Trump n’a jamais aimé les contre-pouvoirs. Pour lui, la démocratie n’est qu’un théâtre où il distribue les rôles, en première ligne ou dans les coulisses. Et voilà que son dernier caprice vise Lisa Cook, gouverneure de la Réserve fédérale, première femme noire à occuper ce poste. Une économiste respectée, bâtie sur le mérite, le travail et l’excellence. Trop indépendante, trop compétente, trop libre pour un homme qui veut tout avaler.
1. L’accusation grotesque
Trump dégaine une vieille ficelle : accuser sans preuves. Il l’accuse de fraude hypothécaire — deux maisons déclarées principales, dit-il. Mais aucune enquête, aucune condamnation, rien. Juste le doigt accusateur d’un président qui se croit juge, jury et bourreau. Quand on veut salir, on n’a pas besoin de savon, on balance la boue.
2. L’arrière-pensée
Soyons clairs : Trump ne vise pas Lisa Cook seulement. Il vise la Fed. Cette institution indépendante, pilier de la stabilité économique, l’empêche de transformer la planche à billets en machine électorale. Alors, il cherche la faille : dégommer la plus fragile en apparence, la femme, la noire, celle que les vieux réflexes racistes et sexistes rendraient plus facile à abattre. Mais il s’est trompé de cible. Lisa Cook n’a pas plié. Elle attaque, elle poursuit, elle refuse d’être humiliée.
3. Le vrai scandale
Ce n’est pas Lisa Cook qui devrait se justifier, mais Trump. Car la véritable fraude, c’est de croire qu’un président peut piétiner les règles et s’inventer un droit de destitution. La véritable fraude, c’est de confondre la République avec son empire personnel. La véritable fraude, c’est de faire passer ses caprices pour des décisions d’État.

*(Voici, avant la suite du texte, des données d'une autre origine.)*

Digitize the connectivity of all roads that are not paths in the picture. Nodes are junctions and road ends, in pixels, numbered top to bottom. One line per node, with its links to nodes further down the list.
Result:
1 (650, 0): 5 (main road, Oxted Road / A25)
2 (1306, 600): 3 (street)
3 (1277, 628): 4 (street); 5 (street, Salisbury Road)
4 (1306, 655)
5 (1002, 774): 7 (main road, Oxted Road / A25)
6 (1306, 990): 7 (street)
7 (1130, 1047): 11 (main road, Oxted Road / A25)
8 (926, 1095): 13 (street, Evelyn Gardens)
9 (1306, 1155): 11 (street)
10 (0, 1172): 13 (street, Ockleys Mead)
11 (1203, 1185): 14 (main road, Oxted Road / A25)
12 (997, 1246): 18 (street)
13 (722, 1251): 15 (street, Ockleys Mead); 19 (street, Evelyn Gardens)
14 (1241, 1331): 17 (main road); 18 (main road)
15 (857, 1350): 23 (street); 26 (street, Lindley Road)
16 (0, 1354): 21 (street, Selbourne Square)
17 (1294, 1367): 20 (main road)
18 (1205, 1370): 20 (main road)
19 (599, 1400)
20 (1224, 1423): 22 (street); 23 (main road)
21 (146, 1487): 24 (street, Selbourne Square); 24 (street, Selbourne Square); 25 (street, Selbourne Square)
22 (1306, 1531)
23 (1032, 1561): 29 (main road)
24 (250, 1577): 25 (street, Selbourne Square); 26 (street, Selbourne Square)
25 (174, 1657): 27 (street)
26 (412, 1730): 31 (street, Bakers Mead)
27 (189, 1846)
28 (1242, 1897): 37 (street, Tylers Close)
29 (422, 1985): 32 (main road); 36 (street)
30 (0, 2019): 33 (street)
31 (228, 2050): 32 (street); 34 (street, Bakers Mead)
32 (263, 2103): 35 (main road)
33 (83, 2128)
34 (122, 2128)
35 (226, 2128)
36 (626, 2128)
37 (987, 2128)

4. Une bataille universelle
Ce duel dépasse Washington. Il pose une question qui concerne toutes les démocraties : jusqu’où laisserons-nous les apprentis monarques dévorer les institutions ? Après avoir plié les partis, acheté les médias, intimidé les juges, voici qu’ils veulent avaler la banque centrale. Quand on s’attaque à Lisa Cook, on s’attaque à la liberté de penser, à la diversité de gouverner, à l’indépendance de décider.
Trump pensait trouver une proie docile, il a réveillé une combattante. Et si demain la justice donne raison à Lisa Cook, ce ne sera pas seulement la victoire d’une femme contre un homme. Ce sera la victoire du droit contre l’arbitraire. Et cela, croyez-moi, Trump n’est pas prêt à l’avaler.